I have to deal with certificates issued by the Swiss post office on USB tokens. There deliver two certificates on the same token. In their intended usage fields, one has "non repudiation" and the other "digital signature".

Now, I can't understand what the practical difference between the two are: I've always seen both in the same certificate, never two certs for the same identity each with one of the roles. In fact, I can't imagine a scenario where non-repudiation and digital signature aren't the same, for all practical matter, the same thing.

Could anyone explain to me what the difference is, please ? And if you had a suggestion about in what situation one should be picked over the other, that would help as well.s

+1  A: 

Interesting question, and your thoughts match my own.
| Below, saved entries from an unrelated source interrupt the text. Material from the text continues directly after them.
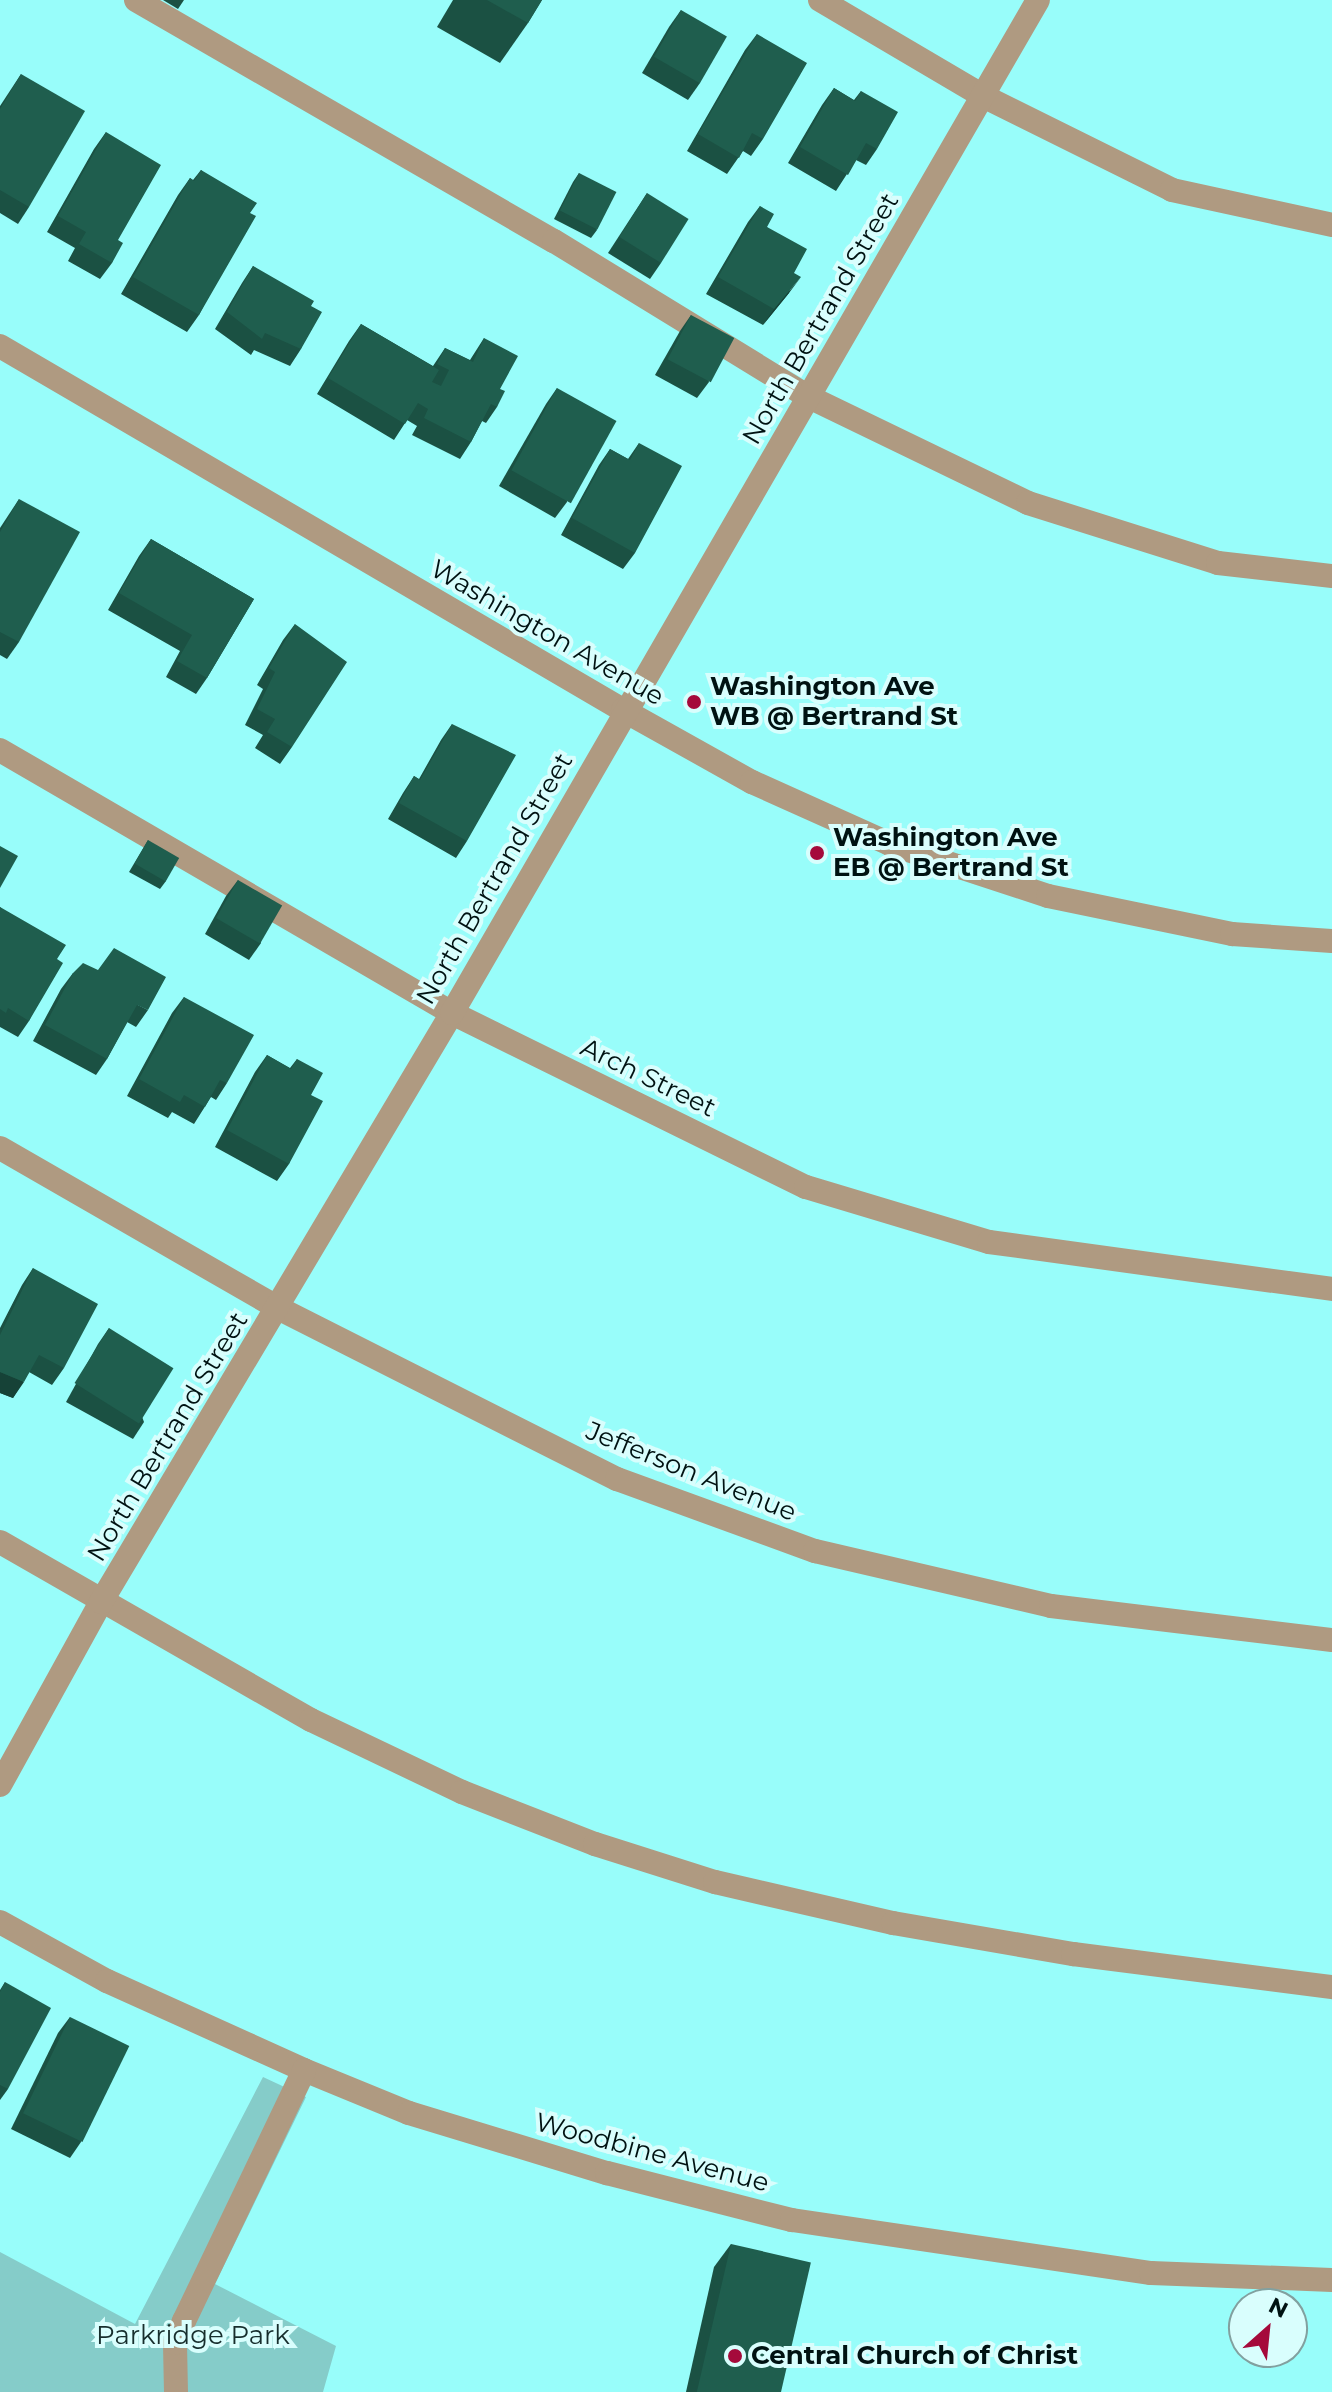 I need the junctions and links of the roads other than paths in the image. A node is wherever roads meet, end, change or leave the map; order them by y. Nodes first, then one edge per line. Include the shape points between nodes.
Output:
1 (136, 0) edge
2 (820, 0) edge
3 (1038, 0) edge
4 (983, 96) junction
5 (1332, 225) edge
6 (0, 346) edge
7 (809, 397) junction
8 (1332, 576) edge
9 (623, 710) junction
10 (0, 750) edge
11 (1332, 941) edge
12 (452, 1013) junction
13 (0, 1148) edge
14 (1332, 1289) edge
15 (278, 1308) junction
16 (0, 1542) edge
17 (101, 1602) junction
18 (1332, 1640) edge
19 (0, 1785) edge
20 (0, 1922) edge
21 (1332, 1987) edge
22 (304, 2070) junction
23 (1332, 2280) edge
24 (176, 2392) edge

1 - 7 street via 554,241
2 - 4 street
3 - 4 street, North Bertrand Street
4 - 5 street via 1172,190
4 - 7 street, North Bertrand Street
6 - 9 street, Washington Avenue
7 - 8 street via 1028,503 1218,563
7 - 9 street, North Bertrand Street
9 - 11 street, Washington Avenue via 752,782 890,844 1048,896 1232,934
9 - 12 street, North Bertrand Street
10 - 12 street, Arch Street
12 - 14 street, Arch Street via 806,1187 989,1242
12 - 15 street, North Bertrand Street
13 - 15 street, Jefferson Avenue
15 - 17 street, North Bertrand Street
15 - 18 street, Jefferson Avenue via 617,1479 815,1551 1051,1606
16 - 17 street
17 - 19 street, North Bertrand Street
17 - 21 street via 311,1720 462,1792 595,1844 715,1882 893,1923 1073,1954
20 - 22 street, Woodbine Avenue via 107,1981
22 - 23 street, Woodbine Avenue via 409,2113 576,2164 792,2220 1151,2273
22 - 24 street via 193,2297 175,2343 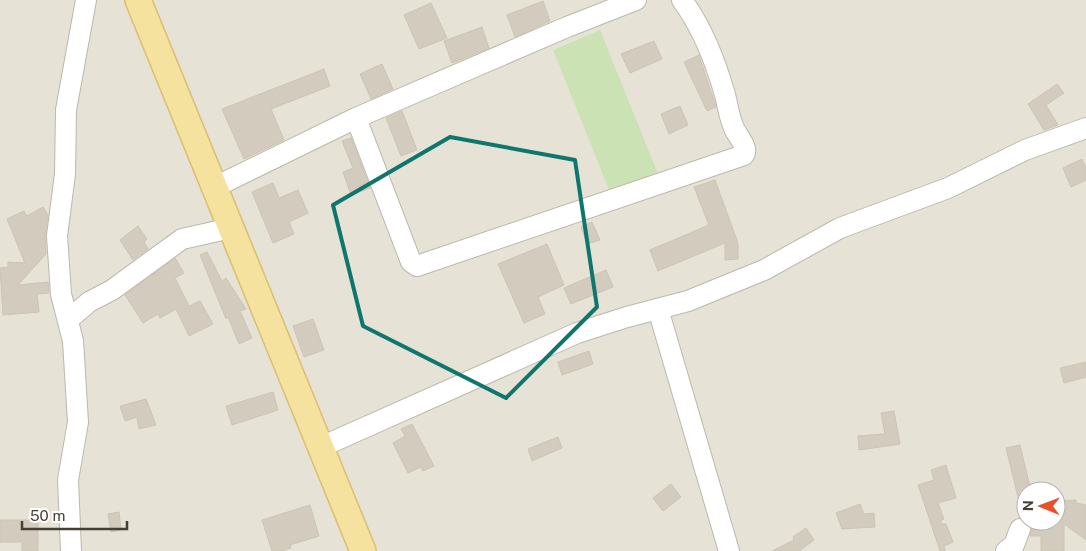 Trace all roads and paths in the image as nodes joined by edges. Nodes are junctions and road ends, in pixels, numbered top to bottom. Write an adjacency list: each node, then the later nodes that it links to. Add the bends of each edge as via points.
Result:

I've found a reference at IBM here about key usage, but I still can't really get my head around the distinction.

The best that I can phrase my understanding having read the article is that a non-repudiation usage means "I really meant to sign this, and I really understand the implications of signing this."

Sorry this isn't a complete answer, but I hope it helps.

Neil Moss
Thanks for the link. It point in the same direction as what I suspected: Non-repudiation is a limited subset of digital signature.
Stephane
A: 

I talk to the guy who implemented it and, apparently, they intended the "non-repudiation" cert for /really/ signing documents and the "digital signature" one to be used for authentication.